発達障がいの検査を受けるよう、担任から勧められ…

他の女性の息子は、小学1年生の時に発達障がいがあるかないかの検査を受けるように担任から勧められた。理由は学校に行きたがらずに親と一緒に登校し、それでもなかなか教室に入ることができなかったから。

女性は「先生と息子の信頼関係ができれば、息子は変わるはず」と感じていた。実際に検査を受けると何も指摘されず、2年生になって担任がベテランに変わると見違えるように楽しそうに登校するようになったという。

前述の特別支援学校の教員らは「教員の休職や離職は増加しています。現場に余裕がないと、手のかかる子を見たくない気持ちも働いてしまうのかもしれない」と指摘する。

文部科学省の「学校教員統計調査」(2022年度)の中間報告では、公立小学校を「定年以外」で辞めた教員は2012年度の6015人から2021年度は7016人に増えている。理由は転職や家庭の事情のほか、精神疾患も多い。

思うように教員が増えないなかで文部科学省は、「教える科目を減らすことで教員の負担を軽減するよう『教科担任制』を強力に推し進めている」と説明する。例えば算数や図工などの教科だけを教える教員を加配する場合、国から補助が出る。学級担任はその時間、空き時間になるため別の授業の準備や書類作成などの業務に当たることができる。

文科省の「公立小・中学校等における教育課程の編成・実施状況調査」を見ると、「教科等の担任制」(2022年度計画)は、小学校の高学年で導入する率が高まる。6年生で見ると、理科が最も高い65.4%、次いで音楽の59.6%、外国語の48.9%、家庭の41.9%なども高くなっている。

ただ、低学年では実施率が低いことから、ひと学級当たりの児童数をより少なくするか、クラスの中での大人の目を増やす必要があるだろう。ある公立小学校で発達支援の必要な児童がいる学級に補助員として入っている女性は、こう話す。

「教室から出て行ってしまう子を追いかけたり、授業についていけない子をサポートするための補助員は必要です。発達支援が必要でなくても、地域によっては中学受験のストレスで荒れている5〜6年生の子も少なくありません。そうした子どもたちを教室で見る担任以外の大人がいることで担任が落ち着いて授業ができるようになります。複数の大人がいることは、担任が適切でない指導をしていた場合の早期発見と改善にもつながります」

複数担任学級は「夢のまた夢」

筆者の取材では教員からの「教室にもう一人の大人を」と願う声は決して小さくない。クラスに副担任が常時いるような「複数担任学級」があれば理想だろうが、「教員不足のなかでは夢のまた夢」(教育行政関係者)。文部科学省では複数担任学級の実施状況について把握しておらず、東京都の教育庁に尋ねても「複数担任学級を実施している学校はない」としている。

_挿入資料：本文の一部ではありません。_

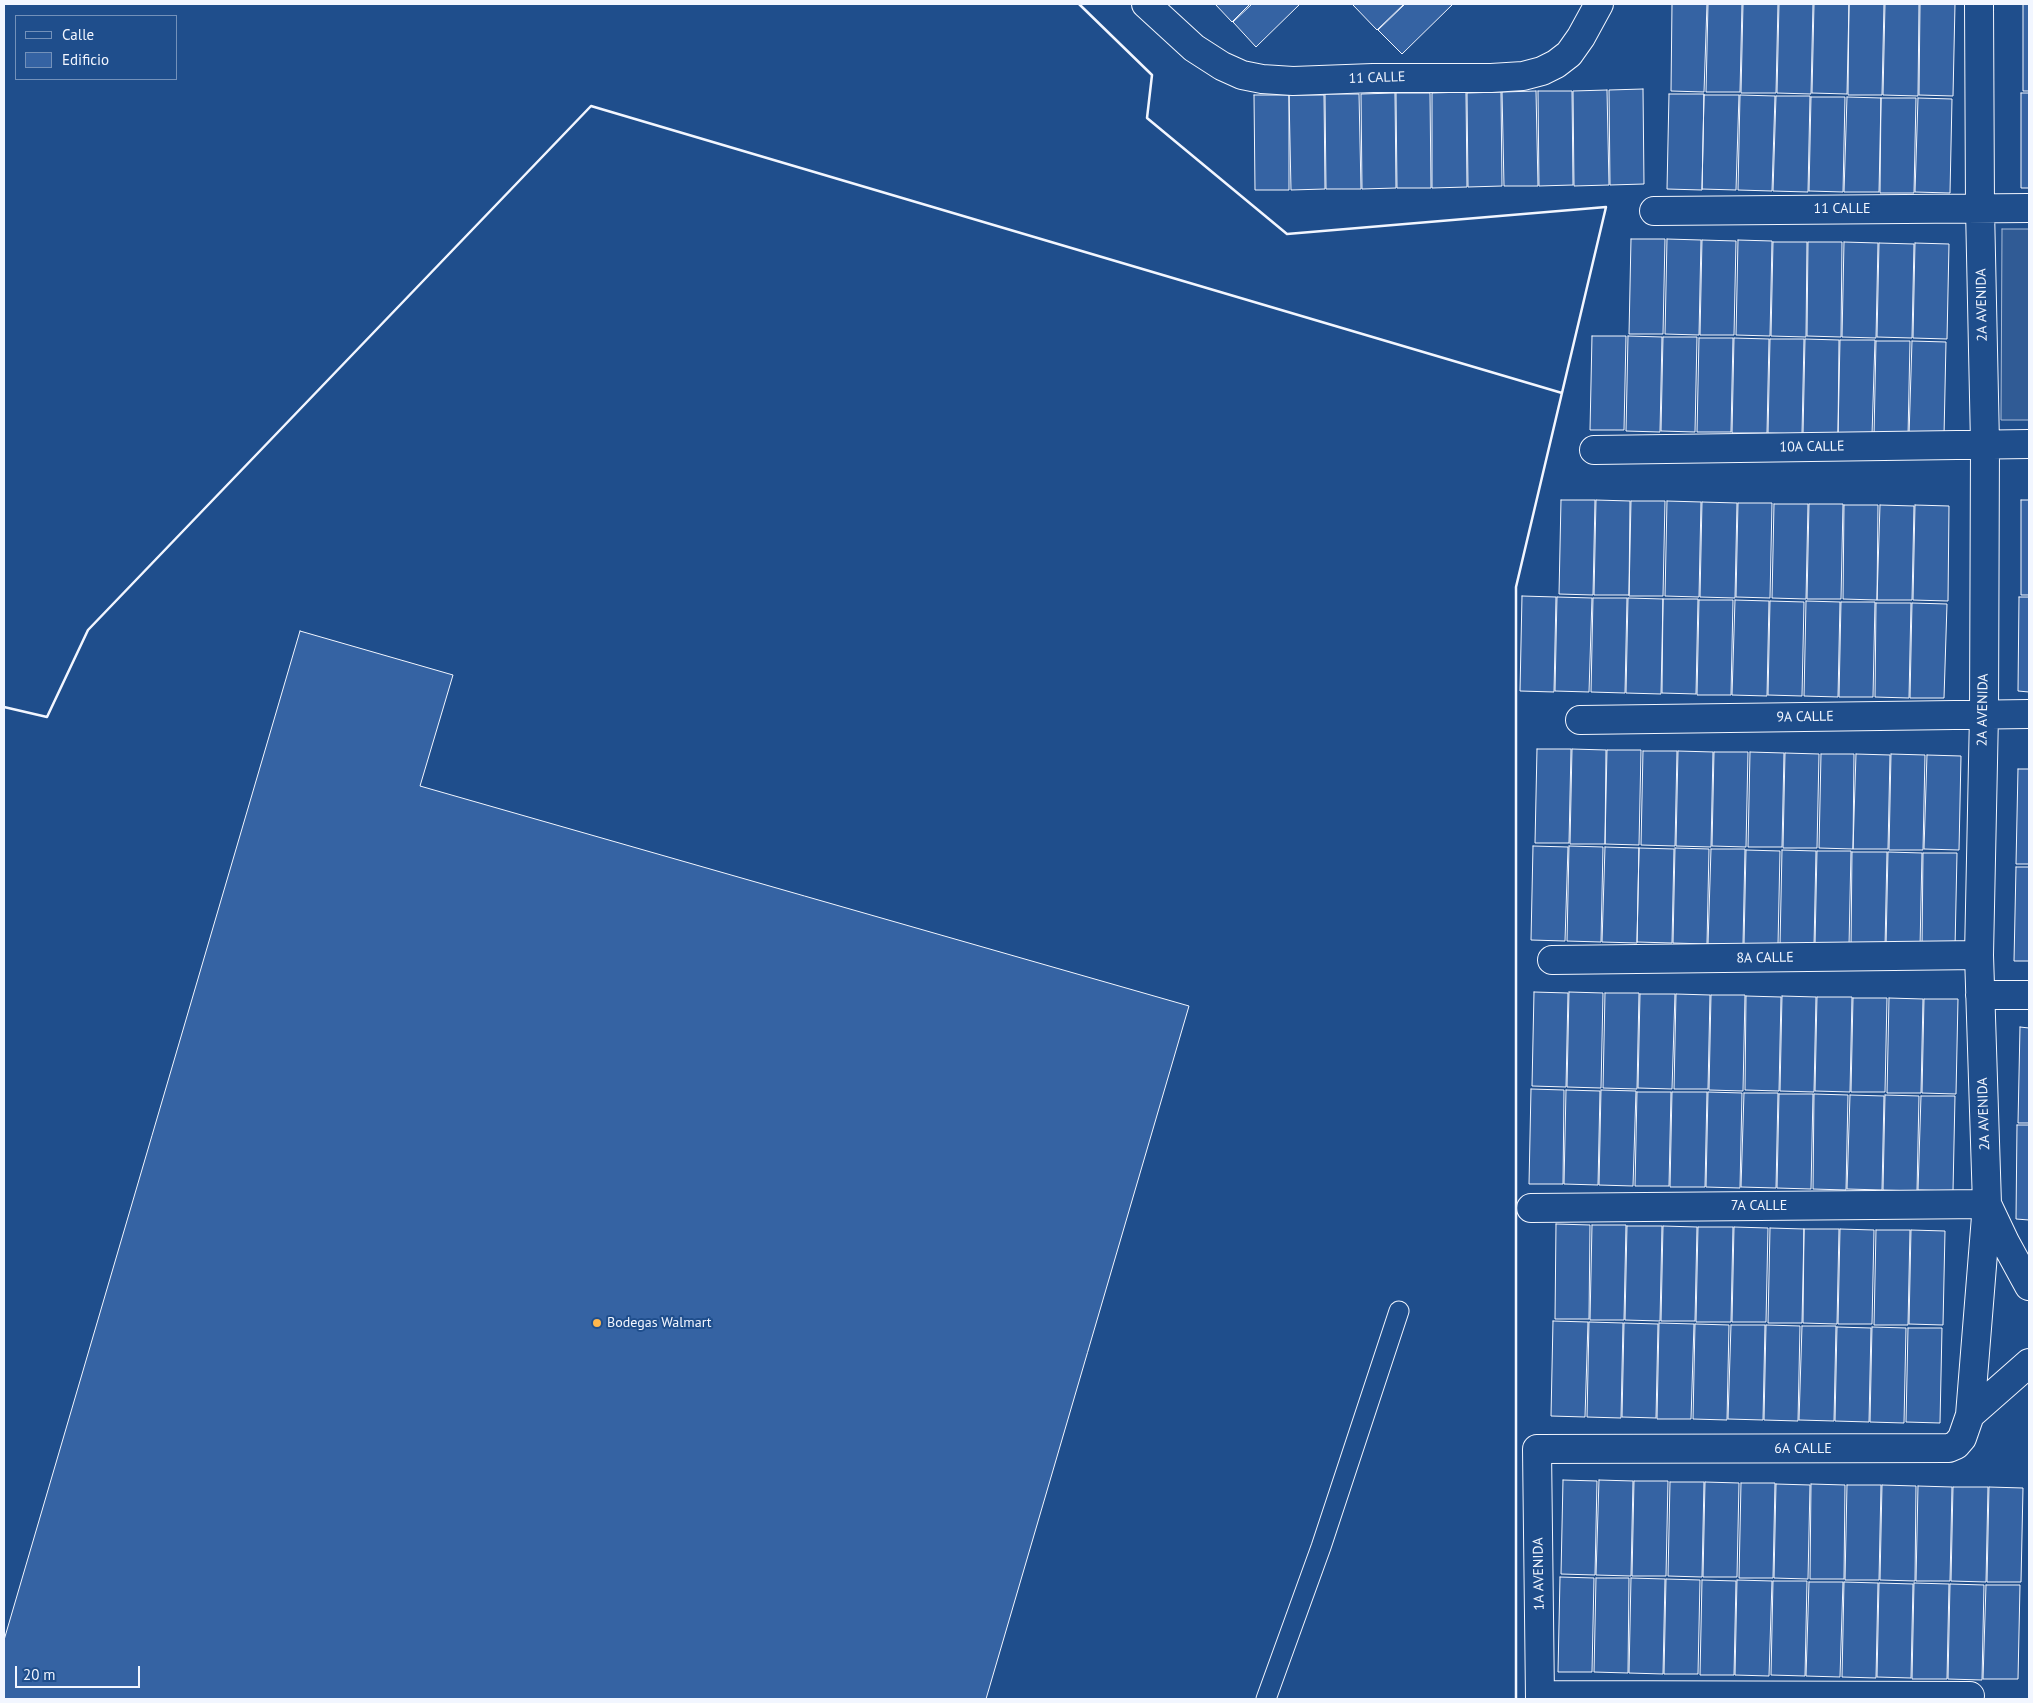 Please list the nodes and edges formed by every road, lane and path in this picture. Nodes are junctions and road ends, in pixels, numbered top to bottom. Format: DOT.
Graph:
graph roads {
  1 [pos="1146,4"];
  2 [pos="1599,4"];
  3 [pos="1979,4"];
  4 [pos="1980,208"];
  5 [pos="2029,208"];
  6 [pos="1654,211"];
  7 [pos="1985,444"];
  8 [pos="2029,444"];
  9 [pos="1594,450"];
  10 [pos="1984,714"];
  11 [pos="2029,714"];
  12 [pos="1580,720"];
  13 [pos="1978,955"];
  14 [pos="1552,960"];
  15 [pos="1980,995"];
  16 [pos="2029,995"];
  17 [pos="1987,1204"];
  18 [pos="1531,1208"];
  19 [pos="2017,1242"];
  20 [pos="2029,1286"];
  21 [pos="1399,1311"];
  22 [pos="2029,1363"];
  23 [pos="1970,1415"];
  24 [pos="1537,1449"];
  25 [pos="1970,1696"];
  26 [pos="1540,1697"];
  27 [pos="1266,1699"];
  1 -- 2 [label="street, 11 CALLE"];
  3 -- 4 [label="street, 2A AVENIDA"];
  4 -- 5 [label="street, 11 CALLE"];
  4 -- 6 [label="street, 11 CALLE"];
  4 -- 7 [label="street, 2A AVENIDA"];
  7 -- 8 [label="street, 10A CALLE"];
  7 -- 9 [label="street, 10A CALLE"];
  7 -- 10 [label="street, 2A AVENIDA"];
  10 -- 11 [label="street, 9A CALLE"];
  10 -- 12 [label="street, 9A CALLE"];
  10 -- 13 [label="street, 2A AVENIDA"];
  13 -- 14 [label="street, 8A CALLE"];
  13 -- 15 [label="street, 2A AVENIDA"];
  15 -- 16 [label="street"];
  15 -- 17 [label="street, 2A AVENIDA"];
  17 -- 18 [label="street, 7A CALLE"];
  17 -- 19 [label="street"];
  17 -- 23 [label="street, 2A AVENIDA"];
  19 -- 20 [label="street"];
  21 -- 27 [label="lane"];
  22 -- 23 [label="street, 6A CALLE"];
  23 -- 24 [label="street, 6A CALLE"];
  24 -- 26 [label="street, 1A AVENIDA"];
  25 -- 26 [label="street"];
} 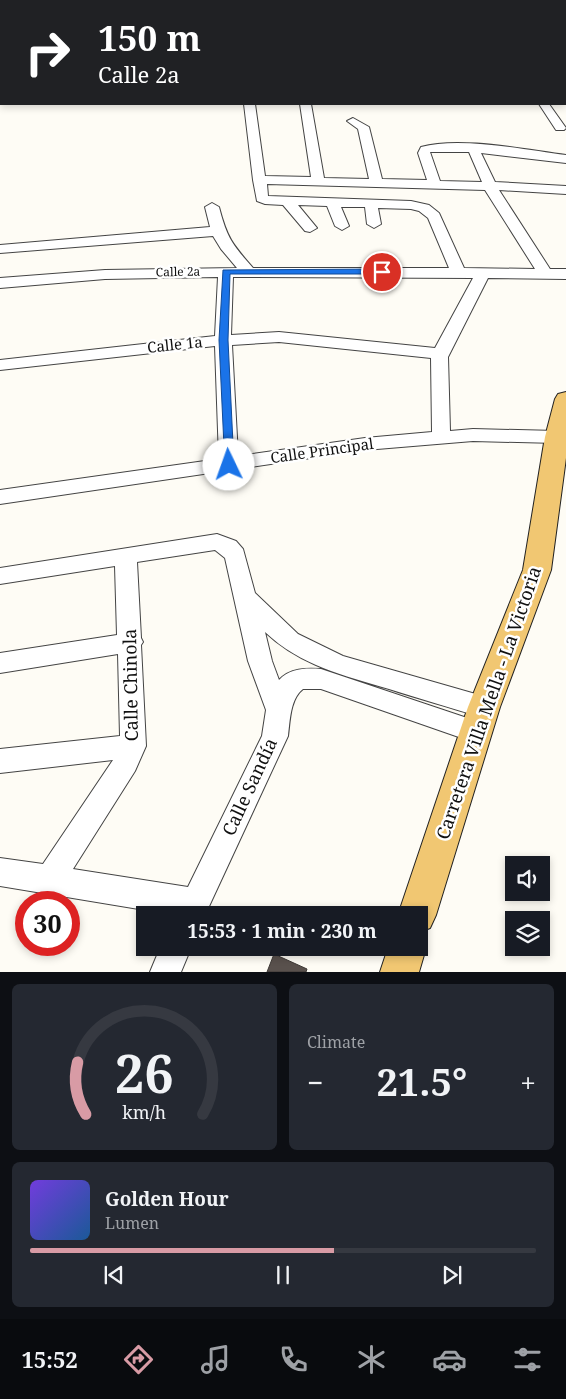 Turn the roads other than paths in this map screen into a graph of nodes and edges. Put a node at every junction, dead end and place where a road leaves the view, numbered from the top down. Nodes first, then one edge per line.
1 (249, 105) edge
2 (304, 105) edge
3 (545, 105) edge
4 (566, 113) edge
5 (551, 114) junction
6 (353, 121) dead end
7 (560, 128) dead end
8 (473, 148) junction
9 (541, 156) junction
10 (566, 159) edge
11 (260, 180) junction
12 (318, 182) junction
13 (376, 183) junction
14 (435, 184) junction
15 (490, 186) junction
16 (548, 189) junction
17 (566, 190) edge
18 (287, 201) junction
19 (333, 203) junction
20 (371, 204) junction
21 (212, 207) dead end
22 (374, 224) dead end
23 (342, 226) dead end
24 (310, 228) dead end
25 (218, 231) junction
26 (64, 244) junction
27 (0, 249) edge
28 (226, 272) junction
29 (249, 272) junction
30 (458, 272) junction
31 (483, 273) junction
32 (546, 274) junction
33 (566, 274) edge
34 (66, 276) junction
35 (0, 283) edge
36 (223, 340) junction
37 (441, 354) junction
38 (0, 365) edge
39 (566, 399) edge
40 (441, 436) junction
41 (557, 437) junction
42 (229, 465) junction
43 (0, 497) edge
44 (126, 557) junction
45 (0, 576) edge
46 (244, 596) junction
47 (131, 642) junction
48 (0, 663) edge
49 (279, 710) junction
50 (480, 719) junction
51 (134, 746) junction
52 (0, 761) edge
53 (0, 872) edge
54 (50, 879) junction
55 (179, 906) edge
56 (194, 906) edge
57 (420, 906) edge
58 (172, 956) edge
59 (404, 956) edge
60 (165, 972) edge
61 (399, 972) edge

1 - 11 street
2 - 12 street
3 - 5 street
4 - 5 street
5 - 7 street
6 - 13 street
8 - 9 street
8 - 14 street
8 - 15 street
9 - 10 street
9 - 16 street
11 - 12 street
11 - 18 street
12 - 13 street
13 - 14 street
14 - 15 street
15 - 16 street
15 - 32 street
16 - 17 street
18 - 19 street
18 - 24 street
19 - 20 street
19 - 23 street
20 - 22 street
20 - 30 street
21 - 25 street
25 - 26 street
25 - 29 street
26 - 27 street
26 - 34 street
28 - 29 street, Calle 2a
28 - 34 street, Calle 2a
28 - 36 street
29 - 30 street, Calle 2a
30 - 31 street, Calle 2a
31 - 32 street, Calle 2a
31 - 37 street
32 - 33 street, Calle 2a
34 - 35 street, Calle 2a
36 - 37 street, Calle 1a
36 - 38 street, Calle 1a
36 - 42 street
37 - 40 street
39 - 41 main road, Carretera Villa Mella - La Victoria
40 - 41 street, Calle Principal
40 - 42 street, Calle Principal
41 - 50 main road, Carretera Villa Mella - La Victoria
42 - 43 street, Calle Principal
44 - 45 street
44 - 46 street
44 - 47 street, Calle Chinola
46 - 49 street
46 - 50 street
47 - 48 street
47 - 51 street, Calle Chinola
49 - 50 street, Calle Sandía
49 - 56 street, Calle Sandía
50 - 57 main road, Carretera Villa Mella - La Victoria
51 - 52 street
51 - 54 street, Calle Chinola
53 - 54 street
54 - 55 street
58 - 60 street
59 - 61 main road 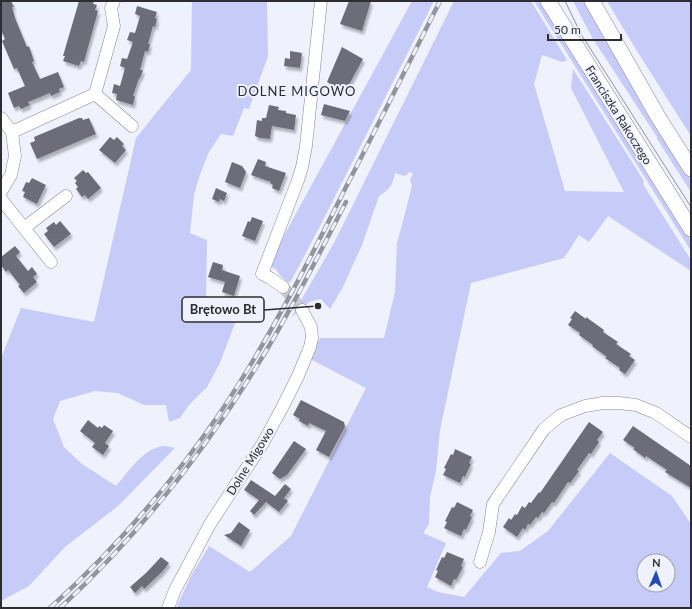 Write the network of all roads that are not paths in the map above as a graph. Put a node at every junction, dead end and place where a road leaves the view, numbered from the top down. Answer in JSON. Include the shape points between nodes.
{"nodes":[{"id":1,"x":114,"y":1,"type":"edge"},
{"id":2,"x":321,"y":1,"type":"edge"},
{"id":3,"x":548,"y":1,"type":"edge"},
{"id":4,"x":592,"y":1,"type":"edge"},
{"id":5,"x":95,"y":94,"type":"junction"},
{"id":6,"x":1,"y":118,"type":"edge"},
{"id":7,"x":132,"y":126,"type":"dead end"},
{"id":8,"x":12,"y":132,"type":"junction"},
{"id":9,"x":691,"y":168,"type":"edge"},
{"id":10,"x":1,"y":192,"type":"edge"},
{"id":11,"x":66,"y":196,"type":"dead end"},
{"id":12,"x":1,"y":199,"type":"edge"},
{"id":13,"x":24,"y":228,"type":"junction"},
{"id":14,"x":691,"y":229,"type":"edge"},
{"id":15,"x":51,"y":262,"type":"dead end"},
{"id":16,"x":283,"y":287,"type":"tunnel mouth"},
{"id":17,"x":302,"y":310,"type":"tunnel mouth"},
{"id":18,"x":691,"y":437,"type":"edge"},
{"id":19,"x":480,"y":562,"type":"dead end"},
{"id":20,"x":168,"y":608,"type":"edge"}],
"edges":[{"from":1,"to":5,"type":"street","via":[[114,26]]},
{"from":2,"to":16,"type":"street","via":[[302,167],[262,274]]},
{"from":3,"to":14,"type":"main road","name":"Franciszka Rakoczego"},
{"from":4,"to":9,"type":"main road","via":[[657,115]]},
{"from":5,"to":7,"type":"street"},
{"from":5,"to":8,"type":"street"},
{"from":6,"to":8,"type":"street"},
{"from":8,"to":10,"type":"street","via":[[14,166]]},
{"from":11,"to":13,"type":"street"},
{"from":12,"to":13,"type":"street"},
{"from":13,"to":15,"type":"street"},
{"from":17,"to":20,"type":"street","name":"Dolne Migowo","via":[[312,327],[312,338],[298,376],[262,443],[210,524]]},
{"from":18,"to":19,"type":"street","via":[[656,413],[636,405],[603,403],[585,406],[561,415],[544,429],[494,504],[490,532]]}]}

東京都には、小学校に配置される新卒採用教員のうち教職・社会人経験のない大卒新卒者を対象に「学級経営研修」制度がある。1年間、経験豊富な短時間勤務の再任用職員(定年退職後の非正規の職員)を育成担当教員としてペアにした学校現場の実務研修を行っており、2020年度で228校が実施している。そうした仕組みが拡大されていくことも、大人の目を増やす方法として期待できるのではないか。

これまで小学校は1クラス40人が上限とされてきたが、2021年に義務教育標準法が改正されたことで、上限が35人に引き下げられることになった。40年ぶりに学級編成が変わることになり、段階的に引き下げが実施されて2025年度に完全に1クラス35人になるが、それより少ない人数での学級編成を求める声も根強い。

ある教員(30代前半)は「新型コロナウイルスの感染拡大期、分散登校で一度に見る児童が15人ほどだった時は、一人ひとりを丁寧に見ることができました。コロナで初めて、ああ、教員って、本当にやりがいある仕事だなと痛感しました」と話す。やっと35人学級が実現するところだが、これで理想的な態勢ということではなく、子どもたちが安心安全に学校に通える人数の精査、少人数制について、さらなる議論も今後必要になるだろう。